Alfred C. Haynes, the United Airlines captain widely regarded as a hero for guiding a crippled McDonnell Douglas DC-10 to a crash landing at the Sioux City, Iowa, U.S., airport after an uncontained engine failure and the loss of hydraulic flight control systems, has died at age 87.
Haynes died Sunday at a hospital in the Seattle area.
On July 19, 1989, Haynes was captain of United Flight 232, which suffered an uncontained failure of its no. 2 engine while cruising at Flight Level 370 (approximately 37,000 feet).

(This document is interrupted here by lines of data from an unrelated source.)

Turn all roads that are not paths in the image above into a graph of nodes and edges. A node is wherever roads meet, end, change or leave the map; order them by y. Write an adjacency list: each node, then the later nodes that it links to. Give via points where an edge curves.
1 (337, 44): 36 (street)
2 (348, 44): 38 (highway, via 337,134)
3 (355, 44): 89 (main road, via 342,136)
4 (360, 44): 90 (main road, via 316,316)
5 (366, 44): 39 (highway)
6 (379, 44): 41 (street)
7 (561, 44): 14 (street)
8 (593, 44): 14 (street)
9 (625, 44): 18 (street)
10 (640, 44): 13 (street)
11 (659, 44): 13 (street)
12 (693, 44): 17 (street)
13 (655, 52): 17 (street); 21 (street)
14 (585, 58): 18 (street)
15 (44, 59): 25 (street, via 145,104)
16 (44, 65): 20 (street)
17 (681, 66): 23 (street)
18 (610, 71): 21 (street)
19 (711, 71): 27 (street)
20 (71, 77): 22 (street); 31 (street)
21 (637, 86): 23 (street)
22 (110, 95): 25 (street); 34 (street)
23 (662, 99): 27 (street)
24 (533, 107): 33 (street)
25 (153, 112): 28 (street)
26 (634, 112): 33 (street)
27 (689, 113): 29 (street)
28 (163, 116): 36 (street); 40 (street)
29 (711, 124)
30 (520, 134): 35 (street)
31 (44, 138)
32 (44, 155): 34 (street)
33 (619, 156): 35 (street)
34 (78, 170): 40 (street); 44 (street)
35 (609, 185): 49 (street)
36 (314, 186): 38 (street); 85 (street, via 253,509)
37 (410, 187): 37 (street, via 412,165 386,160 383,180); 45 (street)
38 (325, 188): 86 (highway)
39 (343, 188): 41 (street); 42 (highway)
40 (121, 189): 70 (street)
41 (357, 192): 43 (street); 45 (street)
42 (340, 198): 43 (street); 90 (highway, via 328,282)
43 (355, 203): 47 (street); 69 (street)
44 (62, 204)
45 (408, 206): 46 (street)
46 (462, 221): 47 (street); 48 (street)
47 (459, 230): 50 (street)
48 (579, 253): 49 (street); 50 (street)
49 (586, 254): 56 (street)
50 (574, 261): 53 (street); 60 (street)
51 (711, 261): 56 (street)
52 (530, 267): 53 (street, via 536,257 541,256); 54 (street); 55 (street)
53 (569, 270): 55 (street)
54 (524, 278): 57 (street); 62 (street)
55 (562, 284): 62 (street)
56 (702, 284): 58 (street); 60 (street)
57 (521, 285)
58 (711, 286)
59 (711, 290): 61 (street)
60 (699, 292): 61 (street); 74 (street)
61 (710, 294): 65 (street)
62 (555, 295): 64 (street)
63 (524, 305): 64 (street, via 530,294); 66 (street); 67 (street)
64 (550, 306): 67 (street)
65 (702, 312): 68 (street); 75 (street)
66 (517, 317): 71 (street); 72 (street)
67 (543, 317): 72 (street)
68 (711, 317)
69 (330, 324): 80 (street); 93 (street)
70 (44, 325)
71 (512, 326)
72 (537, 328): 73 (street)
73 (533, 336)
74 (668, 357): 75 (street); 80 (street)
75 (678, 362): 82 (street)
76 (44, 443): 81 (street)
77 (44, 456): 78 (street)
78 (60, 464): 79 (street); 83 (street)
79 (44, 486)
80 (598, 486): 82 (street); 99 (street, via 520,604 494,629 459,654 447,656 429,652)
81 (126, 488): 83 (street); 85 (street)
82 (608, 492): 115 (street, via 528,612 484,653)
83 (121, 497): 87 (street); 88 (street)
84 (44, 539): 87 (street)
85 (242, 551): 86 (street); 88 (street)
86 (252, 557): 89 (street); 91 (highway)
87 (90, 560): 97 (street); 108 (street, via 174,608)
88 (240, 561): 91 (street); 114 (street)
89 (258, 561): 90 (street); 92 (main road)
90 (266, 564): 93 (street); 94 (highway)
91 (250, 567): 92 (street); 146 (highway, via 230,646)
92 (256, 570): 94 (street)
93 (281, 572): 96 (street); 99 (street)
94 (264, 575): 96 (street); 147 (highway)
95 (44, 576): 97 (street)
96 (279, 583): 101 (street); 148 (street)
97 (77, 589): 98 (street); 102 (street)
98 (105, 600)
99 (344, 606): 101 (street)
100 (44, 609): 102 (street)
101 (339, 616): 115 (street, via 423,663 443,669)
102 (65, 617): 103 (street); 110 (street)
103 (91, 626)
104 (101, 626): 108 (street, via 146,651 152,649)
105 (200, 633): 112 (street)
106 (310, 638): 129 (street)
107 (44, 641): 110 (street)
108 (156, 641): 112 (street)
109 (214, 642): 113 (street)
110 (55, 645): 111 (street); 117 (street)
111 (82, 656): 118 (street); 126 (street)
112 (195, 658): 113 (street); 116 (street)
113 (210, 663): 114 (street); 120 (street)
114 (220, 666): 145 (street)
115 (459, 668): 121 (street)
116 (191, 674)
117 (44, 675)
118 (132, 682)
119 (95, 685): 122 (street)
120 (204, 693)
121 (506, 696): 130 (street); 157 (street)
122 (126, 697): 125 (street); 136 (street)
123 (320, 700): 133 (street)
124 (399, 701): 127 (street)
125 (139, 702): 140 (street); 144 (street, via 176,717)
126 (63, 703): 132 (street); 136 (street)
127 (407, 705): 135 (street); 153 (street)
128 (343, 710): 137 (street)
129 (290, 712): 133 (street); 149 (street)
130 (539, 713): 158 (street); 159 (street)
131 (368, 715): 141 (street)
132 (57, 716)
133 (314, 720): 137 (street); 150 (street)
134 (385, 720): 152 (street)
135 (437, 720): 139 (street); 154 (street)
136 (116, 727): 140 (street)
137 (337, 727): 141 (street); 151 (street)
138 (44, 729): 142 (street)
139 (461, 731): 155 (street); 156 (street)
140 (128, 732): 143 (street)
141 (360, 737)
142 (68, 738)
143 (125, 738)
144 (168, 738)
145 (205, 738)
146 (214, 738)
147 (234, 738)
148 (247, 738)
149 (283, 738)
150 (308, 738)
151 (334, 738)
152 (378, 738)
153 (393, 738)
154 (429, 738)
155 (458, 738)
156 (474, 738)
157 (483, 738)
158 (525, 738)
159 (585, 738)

As the engine broke apart, it destroyed all three of the DC-10’s hydraulic flight control systems.
As Haynes said in an article published in the June 1991 issue of Flight Safety Foundation’s Accident Prevention, the hydraulic systems failures “left us … with no ailerons to control roll, no rudders to coordinate a turn, no elevators to control pitch, no leading edge devices to help us slow down for landing, no trailing edge flaps to be used in landing, no spoilers on the wings to slow us down in flight or to help braking on the ground, no nosewheel steering and no brakes.
“That did not leave us a great deal to work with.”

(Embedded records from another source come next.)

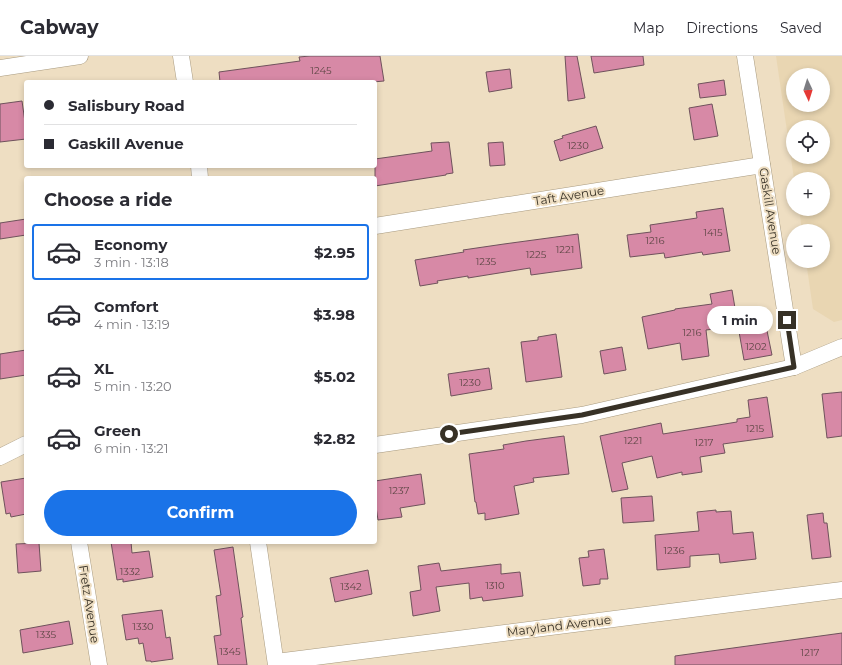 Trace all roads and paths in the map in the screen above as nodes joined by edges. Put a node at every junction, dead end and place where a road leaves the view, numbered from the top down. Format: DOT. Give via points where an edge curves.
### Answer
graph roads {
  1 [pos="80,56"];
  2 [pos="181,56"];
  3 [pos="745,56"];
  4 [pos="0,68"];
  5 [pos="185,80"];
  6 [pos="762,166"];
  7 [pos="377,226"];
  8 [pos="842,347"];
  9 [pos="794,367"];
  10 [pos="24,445"];
  11 [pos="377,445"];
  12 [pos="0,457"];
  13 [pos="79,544"];
  14 [pos="258,544"];
  15 [pos="842,590"];
  16 [pos="276,663"];
  17 [pos="99,665"];
  1 -- 4 [label="street"];
  2 -- 5 [label="street"];
  3 -- 6 [label="street, Gaskill Avenue"];
  6 -- 7 [label="street, Taft Avenue"];
  6 -- 9 [label="street, Gaskill Avenue"];
  8 -- 9 [label="street"];
  9 -- 11 [label="street" via="582,415"];
  10 -- 12 [label="street"];
  13 -- 17 [label="street, Fretz Avenue"];
  14 -- 16 [label="street"];
  15 -- 16 [label="street, Maryland Avenue"];
}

But by controlling the no. 1 throttle and the no. 3 throttle, the flight crew — aided by a DC-10 instructor pilot who had been aboard as a passenger — managed to turn the airplane by adding thrust on one side and reducing thrust on the other, maneuvering it into a position from which it was possible to attempt a landing.

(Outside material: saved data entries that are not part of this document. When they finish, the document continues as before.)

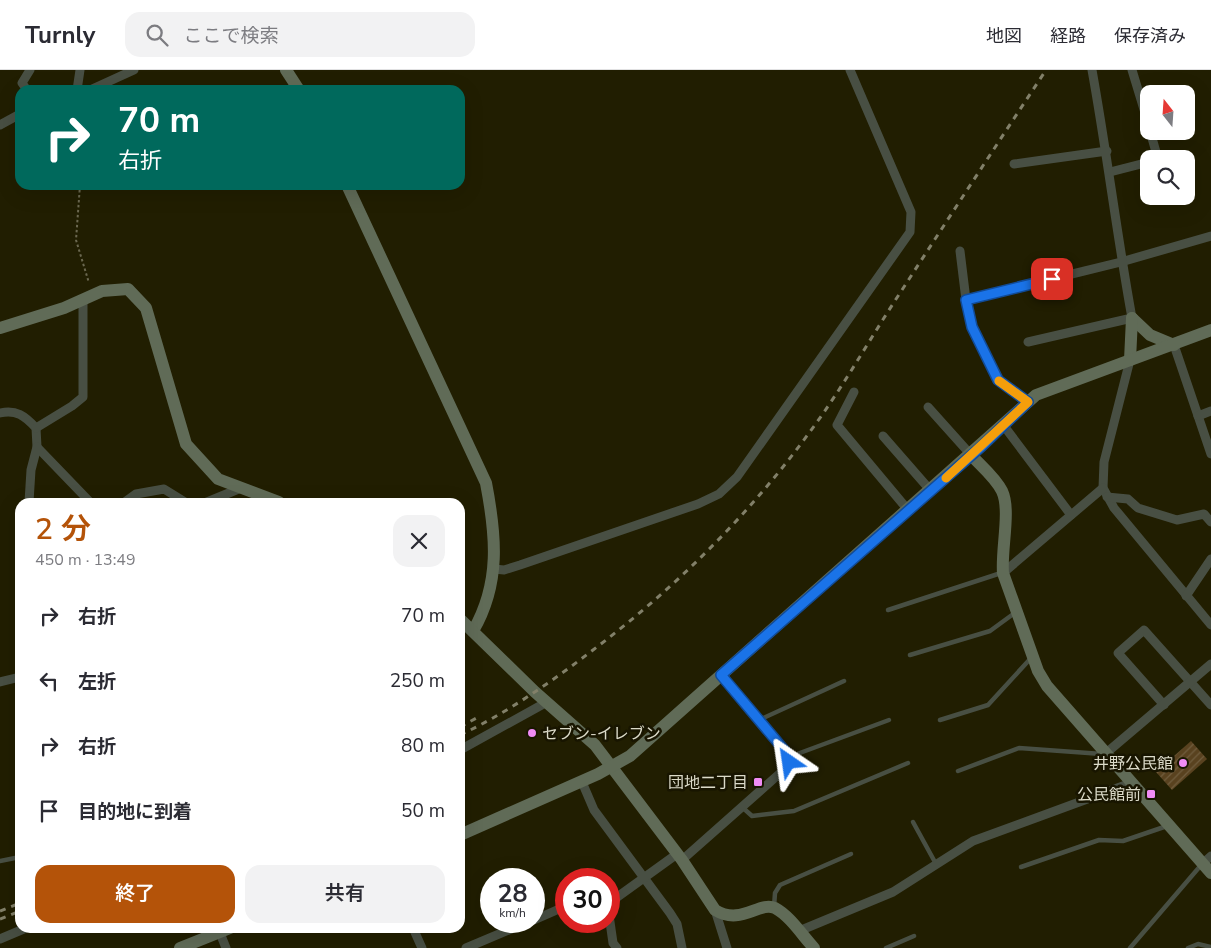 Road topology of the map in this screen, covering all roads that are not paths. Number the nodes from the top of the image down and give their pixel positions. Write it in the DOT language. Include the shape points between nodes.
graph roads {
  1 [pos="30,70"];
  2 [pos="80,70"];
  3 [pos="134,70"];
  4 [pos="286,70"];
  5 [pos="850,70"];
  6 [pos="1092,70"];
  7 [pos="1132,70"];
  8 [pos="23,85"];
  9 [pos="78,85"];
  10 [pos="101,85"];
  11 [pos="296,85"];
  12 [pos="1140,96"];
  13 [pos="15,117"];
  14 [pos="0,125"];
  15 [pos="1107,151"];
  16 [pos="1014,164"];
  17 [pos="1140,164"];
  18 [pos="1110,172"];
  19 [pos="349,190"];
  20 [pos="1211,236"];
  21 [pos="960,251"];
  22 [pos="1121,262"];
  23 [pos="88,297"];
  24 [pos="966,300"];
  25 [pos="1132,318"];
  26 [pos="0,328"];
  27 [pos="1211,330"];
  28 [pos="1028,342"];
  29 [pos="1174,346"];
  30 [pos="1130,360"];
  31 [pos="854,392"];
  32 [pos="1028,402"];
  33 [pos="928,406"];
  34 [pos="1211,411"];
  35 [pos="0,413"];
  36 [pos="1198,416"];
  37 [pos="1004,426"];
  38 [pos="36,428"];
  39 [pos="883,436"];
  40 [pos="37,447"];
  41 [pos="1211,454"];
  42 [pos="971,455"];
  43 [pos="241,488"];
  44 [pos="931,491"];
  45 [pos="1105,493"];
  46 [pos="29,498"];
  47 [pos="86,498"];
  48 [pos="130,498"];
  49 [pos="179,498"];
  50 [pos="217,498"];
  51 [pos="265,498"];
  52 [pos="908,510"];
  53 [pos="1071,515"];
  54 [pos="1211,522"];
  55 [pos="1211,559"];
  56 [pos="494,569"];
  57 [pos="1207,571"];
  58 [pos="1003,573"];
  59 [pos="1186,596"];
  60 [pos="888,610"];
  61 [pos="1016,612"];
  62 [pos="465,624"];
  63 [pos="1211,625"];
  64 [pos="473,631"];
  65 [pos="910,655"];
  66 [pos="1032,657"];
  67 [pos="1211,664"];
  68 [pos="721,675"];
  69 [pos="15,678"];
  70 [pos="844,681"];
  71 [pos="1191,681"];
  72 [pos="0,682"];
  73 [pos="547,702"];
  74 [pos="1164,705"];
  75 [pos="1211,705"];
  76 [pos="758,720"];
  77 [pos="889,720"];
  78 [pos="940,720"];
  79 [pos="465,747"];
  80 [pos="1105,754"];
  81 [pos="789,757"];
  82 [pos="908,763"];
  83 [pos="613,766"];
  84 [pos="958,771"];
  85 [pos="582,782"];
  86 [pos="1131,784"];
  87 [pos="742,807"];
  88 [pos="914,822"];
  89 [pos="1169,826"];
  90 [pos="465,833"];
  91 [pos="851,854"];
  92 [pos="15,857"];
  93 [pos="680,857"];
  94 [pos="0,861"];
  95 [pos="936,864"];
  96 [pos="1208,864"];
  97 [pos="1021,867"];
  98 [pos="645,876"];
  99 [pos="620,895"];
  100 [pos="774,907"];
  101 [pos="715,910"];
  102 [pos="799,931"];
  103 [pos="15,933"];
  104 [pos="214,933"];
  105 [pos="224,933"];
  106 [pos="416,933"];
  107 [pos="502,933"];
  108 [pos="611,933"];
  109 [pos="914,936"];
  110 [pos="0,939"];
  111 [pos="612,946"];
  112 [pos="1211,947"];
  113 [pos="180,948"];
  114 [pos="226,948"];
  115 [pos="422,948"];
  116 [pos="466,948"];
  117 [pos="682,948"];
  118 [pos="727,948"];
  119 [pos="814,948"];
  120 [pos="886,948"];
  121 [pos="1130,948"];
  122 [pos="1188,948"];
  1 -- 8 [label="street"];
  2 -- 9 [label="street"];
  3 -- 10 [label="street"];
  4 -- 11 [label="street"];
  5 -- 56 [label="street" via="911,212 910,232 749,461 719,494 698,504 520,565 504,570"];
  6 -- 15 [label="street"];
  7 -- 12 [label="street"];
  13 -- 14 [label="street"];
  15 -- 16 [label="street"];
  15 -- 18 [label="street"];
  17 -- 18 [label="street"];
  18 -- 22 [label="street"];
  19 -- 56 [label="street" via="486,483 492,516"];
  20 -- 22 [label="street"];
  21 -- 24 [label="street"];
  22 -- 24 [label="street"];
  22 -- 25 [label="street"];
  23 -- 26 [label="street"];
  23 -- 38 [label="street" via="83,398"];
  23 -- 43 [label="street" via="102,291 128,289 146,308 186,444 218,479"];
  24 -- 32 [label="street" via="972,327 998,380"];
  25 -- 28 [label="street"];
  25 -- 29 [label="street" via="1150,335"];
  25 -- 30 [label="street"];
  27 -- 29 [label="street"];
  29 -- 30 [label="street"];
  29 -- 36 [label="street"];
  30 -- 32 [label="street" via="1046,391"];
  30 -- 45 [label="street" via="1104,462"];
  31 -- 52 [label="street" via="837,425"];
  32 -- 37 [label="street"];
  33 -- 42 [label="street"];
  34 -- 36 [label="street"];
  35 -- 38 [label="street" via="11,410"];
  36 -- 41 [label="street"];
  37 -- 42 [label="street"];
  37 -- 53 [label="street"];
  38 -- 40 [label="street"];
  39 -- 44 [label="street"];
  40 -- 46 [label="street"];
  40 -- 47 [label="street"];
  42 -- 44 [label="street"];
  42 -- 58 [label="street" via="995,482 1004,500"];
  43 -- 50 [label="street"];
  43 -- 51 [label="street"];
  44 -- 52 [label="street"];
  45 -- 53 [label="street"];
  45 -- 54 [label="street" via="1177,520 1204,514"];
  45 -- 59 [label="street"];
  48 -- 49 [label="street" via="164,489"];
  52 -- 68 [label="street"];
  53 -- 58 [label="street"];
  55 -- 57 [label="street"];
  56 -- 64 [label="street" via="489,596"];
  57 -- 59 [label="street"];
  58 -- 60 [label="lane"];
  58 -- 61 [label="street"];
  59 -- 63 [label="street"];
  61 -- 65 [label="lane" via="990,631"];
  61 -- 66 [label="street"];
  62 -- 64 [label="street"];
  64 -- 73 [label="street"];
  66 -- 78 [label="lane" via="988,705"];
  66 -- 80 [label="street" via="1046,686"];
  67 -- 71 [label="street"];
  68 -- 76 [label="street"];
  68 -- 83 [label="street" via="630,756"];
  69 -- 72 [label="street"];
  70 -- 76 [label="lane"];
  71 -- 74 [label="street"];
  71 -- 74 [label="street" via="1144,630 1118,653"];
  71 -- 75 [label="street"];
  73 -- 79 [label="street"];
  73 -- 83 [label="street" via="574,724"];
  74 -- 80 [label="street"];
  76 -- 81 [label="street"];
  77 -- 81 [label="lane"];
  80 -- 84 [label="lane" via="1019,748"];
  80 -- 86 [label="street"];
  81 -- 87 [label="street" via="787,767"];
  82 -- 87 [label="lane" via="794,810 752,816"];
  83 -- 85 [label="street"];
  83 -- 93 [label="street"];
  85 -- 90 [label="street"];
  85 -- 98 [label="street" via="594,810"];
  86 -- 89 [label="street"];
  86 -- 95 [label="street" via="987,835"];
  87 -- 93 [label="street"];
  88 -- 95 [label="lane"];
  89 -- 96 [label="street"];
  89 -- 97 [label="lane" via="1123,841 1099,840"];
  91 -- 100 [label="lane" via="780,885 775,893"];
  92 -- 94 [label="lane"];
  93 -- 98 [label="street"];
  93 -- 101 [label="street"];
  95 -- 102 [label="street" via="893,892"];
  96 -- 121 [label="lane"];
  98 -- 99 [label="street"];
  98 -- 117 [label="street" via="677,924"];
  100 -- 101 [label="street" via="735,916 722,915"];
  100 -- 102 [label="street"];
  101 -- 118 [label="street"];
  102 -- 119 [label="street"];
  103 -- 110 [label="street"];
  104 -- 113 [label="street"];
  105 -- 114 [label="street"];
  106 -- 115 [label="street"];
  107 -- 116 [label="street"];
  108 -- 111 [label="street"];
  109 -- 120 [label="lane"];
  112 -- 122 [label="lane" via="1198,944"];
}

“With no pitch control and just the slight amount of substitute steering capability we had, it is a wonder to me that we ever got the airplane on the ground, and I attribute that to a great deal of luck,” Haynes wrote. “The things that we happened to try that day … happened to be the right things, and they happened to work. So, luck played a very big part in even getting the airplane to respond.”
Flight 232 crash-landed about 45 minutes after the hydraulic failure. Of the 285 passengers and 11 crewmembers, 174 passengers and 10 crewmembers survived. Haynes and the other crewmembers were credited with saving their lives, and aviation experts considered it a miracle that anyone had survived. The U.S. National Transportation Safety Board’s accident report can be found here.
Haynes was a line pilot for United from 1956 until his retirement in 1991, logging about 30,000 hours of flight time. In the years after the crash landing, he received numerous honors, including, in 1989, the Flight Safety Foundation President’s Special Commendation for Extraordinary Professionalism and Valor.
Editor’s Note: Due to a typographical error, the June 1991 Accident Prevention article incorrectly stated the accident date. The correct date was July 19, 1989.